Village and civil parish in Somerset, England

Marston Magna (also known as Broad or Great Marston) is a village and civil parish in Somerset, England, situated 5 mi north of Yeovil. The village has a population of 523.

==History==

The name Marston Magna means larger settlement by a marsh.

It was held as nine separate estates before the Norman Conquest.

The parish was part of the hundred of Horethorne.

The site of the medieval manor house survives as a moat and fish ponds south of the village.

In the early 18th century the estate was held by Sir John St Barbe, 1st Baronet (d.1723) and was passed on through the families of Ashington and Sydenham of Combe, Dulverton, Somerset.

==Governance==

The parish council has responsibility for local issues, including setting an annual precept (local rate) to cover the council's operating costs and producing annual accounts for public scrutiny. The parish council evaluates local planning applications and works with the local police, district council officers, and neighbourhood watch groups on matters of crime, security, and traffic. The parish council's role also includes initiating projects for the maintenance and repair of parish facilities, as well as consulting with the district council on the maintenance, repair, and improvement of highways, drainage, footpaths, public transport, and street cleaning. Conservation matters (including trees and listed buildings) and environmental issues are also the responsibility of the council.

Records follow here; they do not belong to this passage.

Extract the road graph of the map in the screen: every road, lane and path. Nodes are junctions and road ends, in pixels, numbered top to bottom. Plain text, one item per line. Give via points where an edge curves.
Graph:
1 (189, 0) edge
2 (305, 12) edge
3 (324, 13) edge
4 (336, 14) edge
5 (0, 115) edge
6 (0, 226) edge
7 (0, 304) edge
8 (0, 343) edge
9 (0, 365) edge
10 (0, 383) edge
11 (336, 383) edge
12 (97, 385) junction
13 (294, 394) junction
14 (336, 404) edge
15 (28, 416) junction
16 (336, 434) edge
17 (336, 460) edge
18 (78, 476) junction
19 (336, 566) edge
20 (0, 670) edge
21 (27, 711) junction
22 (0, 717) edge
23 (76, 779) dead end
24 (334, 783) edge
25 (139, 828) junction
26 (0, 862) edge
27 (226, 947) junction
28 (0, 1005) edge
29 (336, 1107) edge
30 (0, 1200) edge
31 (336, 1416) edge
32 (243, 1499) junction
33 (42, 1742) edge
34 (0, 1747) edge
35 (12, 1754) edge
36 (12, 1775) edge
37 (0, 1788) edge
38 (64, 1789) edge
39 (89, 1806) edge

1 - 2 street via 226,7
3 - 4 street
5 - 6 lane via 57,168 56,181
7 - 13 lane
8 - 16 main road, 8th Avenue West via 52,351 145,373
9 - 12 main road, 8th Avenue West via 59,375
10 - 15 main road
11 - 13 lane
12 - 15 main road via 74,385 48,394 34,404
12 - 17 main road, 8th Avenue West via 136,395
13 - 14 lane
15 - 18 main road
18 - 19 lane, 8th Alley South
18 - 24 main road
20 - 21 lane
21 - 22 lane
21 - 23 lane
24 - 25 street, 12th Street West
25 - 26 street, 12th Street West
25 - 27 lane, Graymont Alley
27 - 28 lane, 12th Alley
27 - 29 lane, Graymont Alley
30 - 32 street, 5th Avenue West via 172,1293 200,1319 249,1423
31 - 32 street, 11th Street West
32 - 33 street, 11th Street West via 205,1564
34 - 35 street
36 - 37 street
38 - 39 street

For local government purposes, since 1 April 2023, the parish comes under the unitary authority of Somerset Council. Prior to this, it was part of the non-metropolitan district of South Somerset (established under the Local Government Act 1972). It was part of Yeovil Rural District before 1974.

It is also part of the Glastonbury and Somerton county constituency represented in the House of Commons of the Parliament of the United Kingdom. It elects one Member of Parliament (MP) by the first past the post system of election.

==Landmarks==

The manor house on Church Green dates from 1613.

==Religious sites==

The Church of St Mary can date its origins to before the Norman Conquest, however the present building largely dates from around 1360, with further rebuilding in the 15th century. It has been designated as a grade I listed building. The church was held by Polsloe Priory, near Exeter from the 12th century until the dissolution of the monasteries.

==In fiction==
In the 1992 novel The English Patient, Marston Magna features as the home of the character Madox. In the novel, Madox travels by bus to the nearby town of Yeovil and commits suicide in an unnamed church there.

In the film of the book, the character is referred to in Anthony Minghella's screenplay as coming from the county of Dorset.